After four years of team formation, we organized our first edition of Bauhinia CTF last weekend. There are over 650 teams registered and over 200 teams scored. This year, I made one crypto challenge, How to Stop Time. I also coauthored a web/crypto challenge, Amnesia, with @chthollic_.

This post is served as a short writeup of How to Stop Time, a crypto challenge with six solves during the contest period.

Challenge Summary

Good CTF challenges never die. They will be remembered and reused.

Mystiz loves to pay tribute to (i.e., plagarise) challenges. This time he referenced (i.e., copied) code snippets from at least five challenges to build the most unoriginal crypto challenge ever. Also, he is really verbose and there are a lot of red herrings. Can you avoid the rabbit holes and find the vulnerable one(s)?

In this challenge, two 512-bit numbers $g$ and $x$ are generated. We are asked to send a 512-bit prime $q$ such that $p := 4q+1$ is also a prime. After that, we are given $g$ and $h := g^x \ \text{mod}\ p$. Finally, we are asked to send $x'$. If $x = x'$, we consider that as a win.

If we win 256 times in a row, we will be given the flag.

By the way, there are a lot of strange things going on. Some served as red herring, while some are not. These are some of them:

  1. $g$ and $x$ are generated by Python’s random package,
  2. $\texttt{is\_prime}$ is an implementation based on That-crete log from UIUCTF 2022,
  3. $p := 4q + 1$ is used instead of $p := 2q + 1$.
  4. There are a lot of comments… I have never been more verbose.


This challenge is implemented in August 2022, approximately one year ago, to serve as an easy-ish challenge as a warm up. The idea came to my mind while I was solving That-crete log from UIUCTF 2022, and everything comes from the $\texttt{is\_prime}$ function:

def is_prime(n):
    bases = [...] # 207 numbers omitted
    for i in range(2, min(256, n)):
        if n % i == 0:
            return False
    if n < 256:
        return True
    return miller_rabin(bases, n)

There are some papers mentioning how to generate strong pseudoprimes, i.e., the composite numbers that passes the Miller-Rabin test. However, while I was attempting that challenge, I found that every $n < 0$ is considered a prime by $\texttt{is\_prime}$. Although it seemed to be useful, I could not make use of that to solve the challenge. That is why How to Stop Time appeared.

Now let’s get back to our challenge. If we send a 512-bit $q$ which is also negative, then $\texttt{is\_prime}(q)$ returns $\texttt{true}$. Similarly, $p := 4q + 1 < 0$ is also considered a prime.

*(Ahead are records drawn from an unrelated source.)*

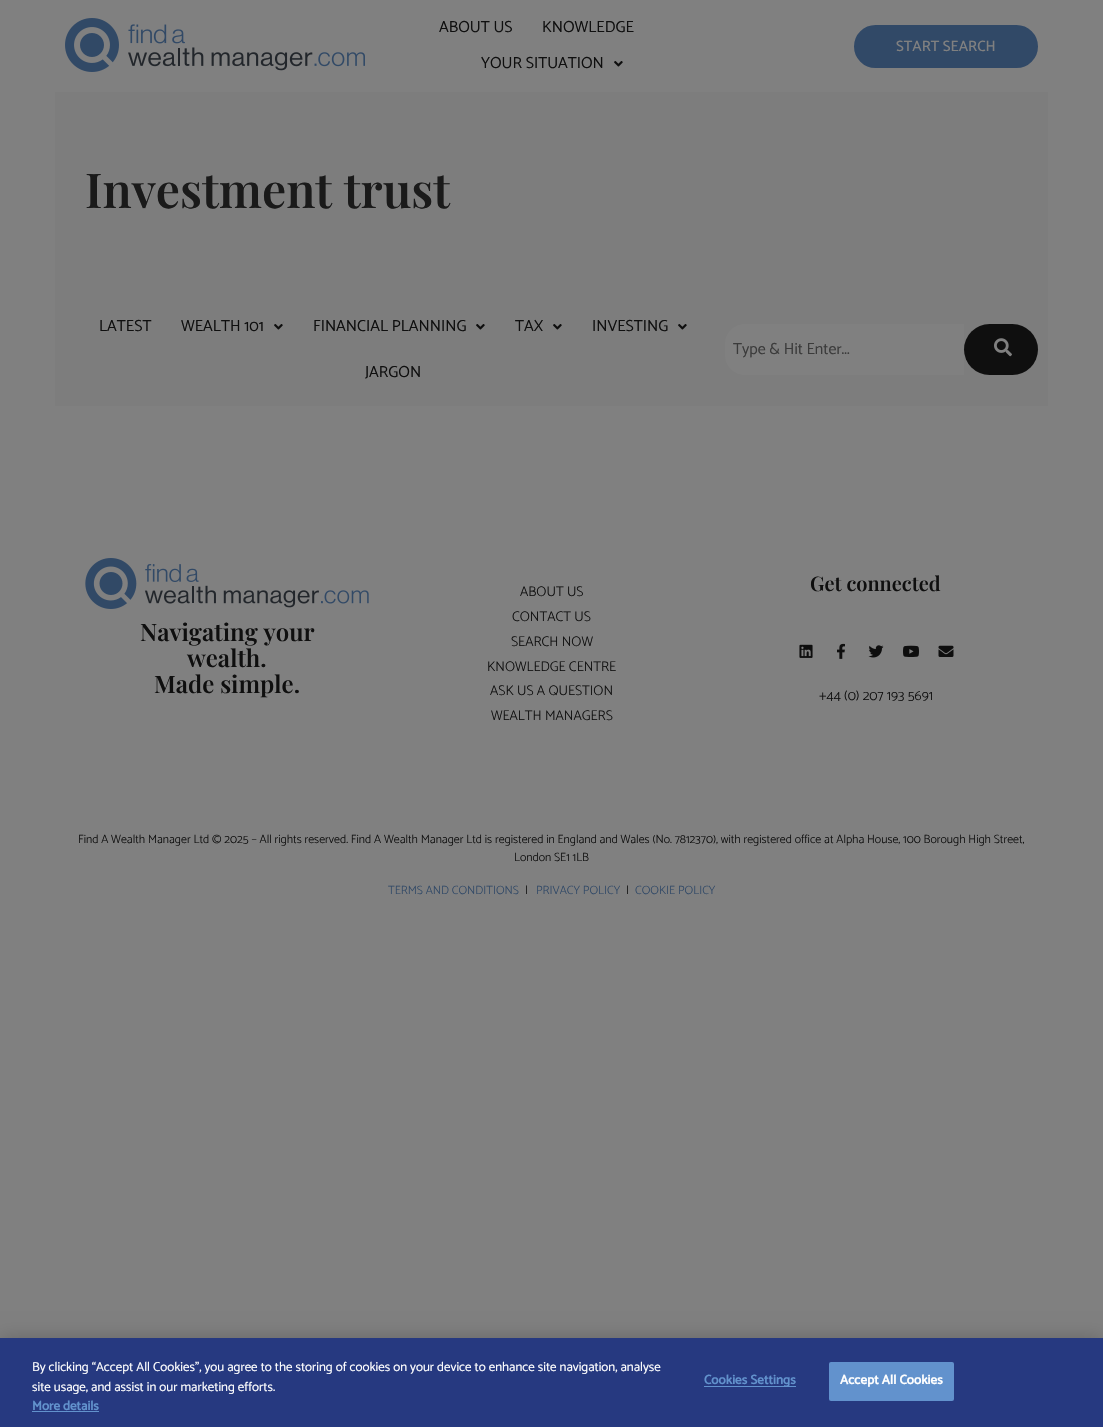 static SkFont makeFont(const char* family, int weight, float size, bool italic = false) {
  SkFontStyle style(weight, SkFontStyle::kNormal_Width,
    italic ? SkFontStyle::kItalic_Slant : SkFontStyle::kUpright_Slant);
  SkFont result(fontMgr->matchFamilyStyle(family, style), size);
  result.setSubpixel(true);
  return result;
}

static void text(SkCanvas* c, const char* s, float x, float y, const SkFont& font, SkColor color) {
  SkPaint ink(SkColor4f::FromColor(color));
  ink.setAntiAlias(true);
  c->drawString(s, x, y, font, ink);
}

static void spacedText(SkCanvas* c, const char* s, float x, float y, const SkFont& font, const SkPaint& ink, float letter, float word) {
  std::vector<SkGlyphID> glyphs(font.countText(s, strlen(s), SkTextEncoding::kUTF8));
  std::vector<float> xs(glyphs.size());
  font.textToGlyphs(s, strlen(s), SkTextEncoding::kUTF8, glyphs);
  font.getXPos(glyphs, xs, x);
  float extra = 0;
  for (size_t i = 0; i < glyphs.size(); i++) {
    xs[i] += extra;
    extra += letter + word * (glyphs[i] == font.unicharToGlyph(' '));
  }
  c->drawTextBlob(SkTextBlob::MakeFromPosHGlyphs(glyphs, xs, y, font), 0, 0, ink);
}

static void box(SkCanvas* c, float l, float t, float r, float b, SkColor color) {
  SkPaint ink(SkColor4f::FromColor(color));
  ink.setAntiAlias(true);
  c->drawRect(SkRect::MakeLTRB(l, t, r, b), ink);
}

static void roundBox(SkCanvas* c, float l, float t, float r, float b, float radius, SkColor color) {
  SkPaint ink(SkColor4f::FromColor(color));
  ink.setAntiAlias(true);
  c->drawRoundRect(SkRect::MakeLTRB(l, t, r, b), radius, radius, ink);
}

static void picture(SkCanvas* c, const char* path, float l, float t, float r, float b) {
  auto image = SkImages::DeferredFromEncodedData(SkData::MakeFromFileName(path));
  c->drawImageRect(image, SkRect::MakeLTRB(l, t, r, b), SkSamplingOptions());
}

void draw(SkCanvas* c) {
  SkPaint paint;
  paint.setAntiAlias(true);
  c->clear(0xff808080);
  picture(c, "img_01.png", 65, 18, 365, 72);
  SkFont face1 = makeFont("Catamaran", 400, 16);
  text(c, "ABOUT US", 439, 32, face1, 0xff0f0f0f);
  text(c, "KNOWLEDGE", 542, 32, face1, 0xff0f0f0f);
  text(c, "YOUR SITUATION", 481, 68, face1, 0xff0f0f0f);
  picture(c, "img_02.png", 614, 61, 623, 67);
  paint.setColor(0xff314967);
  c->drawRoundRect(SkRect::MakeLTRB(855, 26, 1037, 67), 20.5f, 20.5f, paint);
  paint.setStyle(SkPaint::kStroke_Style);
  paint.setStrokeWidth(2);
  c->drawRoundRect(SkRect::MakeLTRB(855, 26, 1037, 67), 20.5f, 20.5f, paint);
  SkFont face2 = makeFont("Catamaran", 500, 15);
  text(c, "START SEARCH", 896, 51, face2, 0xff808080);
  box(c, 55, 92, 1048, 406, 0xff7d7d7d);
  SkFont face3 = makeFont("Playfair Display", 600, 48);
  text(c, "Investment trust", 85, 208, face3, 0xff1a1a1a);
  text(c, "LATEST", 99, 331, face1, 0xff0f0f0f);
  text(c, "WEALTH 101", 181, 331, face1, 0xff0f0f0f);
  picture(c, "img_03.png", 274, 324, 283, 330);
  text(c, "FINANCIAL PLANNING", 313, 331, face1, 0xff0f0f0f);
  picture(c, "img_03.png", 476, 324, 485, 330);
  text(c, "TAX", 515, 331, face1, 0xff0f0f0f);
  picture(c, "img_03.png", 553, 324, 562, 330);
  text(c, "INVESTING", 592, 331, face1, 0xff0f0f0f);
  picture(c, "img_03.png", 678, 324, 687, 330);
  text(c, "JARGON", 365, 377, face1, 0xff0f0f0f);
  paint.setStyle(SkPaint::kFill_Style);
  paint.setColor(0xff808080);
  c->drawPath(SkPathBuilder().moveTo(745, 324).lineTo(964, 324).lineTo(964, 375).lineTo(745, 375).cubicTo(734, 375, 725, 366, 725, 355).lineTo(725, 344).cubicTo(725, 333, 734, 324, 745, 324).close().detach(), paint);
  text(c, "Type & Hit Enter...", 733, 354, face1, 0xff3b3b3b);
  roundBox(c, 964, 324, 1038, 375, 25.5f, 0xff0f0f0f);
  picture(c, "img_04.png", 994, 338, 1012, 357);
  picture(c, "img_05.png", 85, 558, 369, 609);
  SkFont face4 = makeFont("Playfair Display", 600, 24);
  text(c, "Navigating your", 140, 641, face4, 0xff0f0f0f);
  text(c, "wealth.", 187, 667, face4, 0xff0f0f0f);
  text(c, "Made simple.", 154, 693, face4, 0xff0f0f0f);
  SkFont face5 = makeFont("Catamaran", 300, 14);
  text(c, "ABOUT US", 520, 596, face5, 0xff0f0f0f);
  text(c, "CONTACT US", 512, 621, face5, 0xff0f0f0f);
  text(c, "SEARCH NOW", 511, 646, face5, 0xff0f0f0f);
  text(c, "KNOWLEDGE CENTRE", 487, 671, face5, 0xff0f0f0f);
  text(c, "ASK US A QUESTION", 490, 695, face5, 0xff0f0f0f);
  text(c, "WEALTH MANAGERS", 491, 720, face5, 0xff0f0f0f);
  SkFont face6 = makeFont("Playfair Display", 600, 20);
  text(c, "Get connected", 810, 591, face6, 0xff0f0f0f);
  picture(c, "img_06.png", 799, 644, 813, 658);
  picture(c, "img_07.png", 837, 643, 845, 659);
  picture(c, "img_08.png", 868, 645, 884, 658);
  picture(c, "img_09.png", 903, 645, 919, 657);
  picture(c, "img_10.png", 938, 645, 954, 657);
  text(c, "+44 (0) 207 193 5691", 819, 700, face5, 0xff0f0f0f);
  SkFont face7 = makeFont("Catamaran", 300, 12);
  text(c, "Find A Wealth Manager Ltd © 2025 – All rights reserved. Find A Wealth Manager Ltd is registered in England and Wales (No. 7812370), with registered office at Alpha House, 100 Borough High Street,", 78, 843, face7, 0xff0f0f0f);
  text(c, "London SE1 1LB", 514, 861, face7, 0xff0f0f0f);
  text(c, "TERMS AND CONDITIONS", 388, 894, face7, 0xff314967);
  text(c, "|", 525, 894, face7, 0xff0f0f0f);
  text(c, "PRIVACY POLICY", 536, 894, face7, 0xff314967);
  text(c, "|", 626, 894, face7, 0xff0f0f0f);
  text(c, "COOKIE POLICY", 635, 894, face7, 0xff314967);
  paint.setColor(0x33000000);
  paint.setMaskFilter(SkMaskFilter::MakeBlur(kNormal_SkBlurStyle, 9));
  c->drawRect(SkRect::MakeLTRB(0, 1338, 1103, 1427), paint);
  paint.setMaskFilter(nullptr);
  box(c, 0, 1338, 1103, 1427, 0xff263980);
  SkFont face8 = makeFont("Catamaran", 400, 13);
  text(c, "By clicking “Accept All Cookies”, you agree to the storing of cookies on your device to enhance site navigation, analyse", 32, 1371, face8, 0xffffffff);
  text(c, "site usage, and assist in our marketing efforts.", 32, 1391, face8, 0xffffffff);
  SkFont face9 = makeFont("Catamaran", 700, 13);
  text(c, "More details", 32, 1410, face9, 0xff6292cd);
  box(c, 32, 1411, 99, 1412, 0xff6292cd);
  box(c, 704, 1386, 796, 1387, 0xff6292cd);
  paint.setColor(0xff6292cd);
  spacedText(c, "Cookies Settings", 704, 1384, face9, paint, 0.1f, 0);
  roundBox(c, 829, 1362, 954, 1401, 2, 0xff6292cd);
  paint.setColor(0xffffffff);
  spacedText(c, "Accept All Cookies", 840, 1384, face9, paint, 0.1f, 0);
}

What I did is to find a pair of $(r, k)$ such that $r$ is a small prime, $2^{513} \leq r^k < 2^{514}$ and $r^k \equiv 3 \ (\text{mod}\ 4)$. For instance, $(r, k) = (97523, 31)$ is one of the pairs.

With $(r, k)$, we then can define $p := -r^k$ and $q := (p - 1)/4$. With $g$ and $h := g^x\ \text{mod}\ r^k$, we can easily recover $x$ with Pohlig-Hellman because the modulus is smooth. Being lazy, I simply use h.log(g) from Sage to recover $x$.

Solution script

from pwn import *
from rich.progress import track

r = remote('', 30001)

for i in track(range(256)):
    p = -97523^31
    assert p % 4 == 1
    q = (p - 1) // 4
    r.sendlineafter(b'[<] q = ', str(q).encode())

    r.recvuntil(b'[>] g = ')
    g = int(r.recvline().decode())

    r.recvuntil(b'[>] h = ')
    h = int(r.recvline().decode())

    Zp = Zmod(p)
    g, h = Zp(g), Zp(h)

    x = h.log(g)
    r.sendlineafter(b'[<] x = ', str(x).encode())



Given that this is not difficult, I expect that there will be more solves. There are some reasons that I could think of:

  1. The bug is really cleverly hidden (I don’t think this is true).
  2. There are too much red herring in the challenge.
  3. Players assumed that the challenges I wrote are hard.

During the contest, I often feel players will be disappointed knowing the intended solution being negative numbers. Please let me know what you think.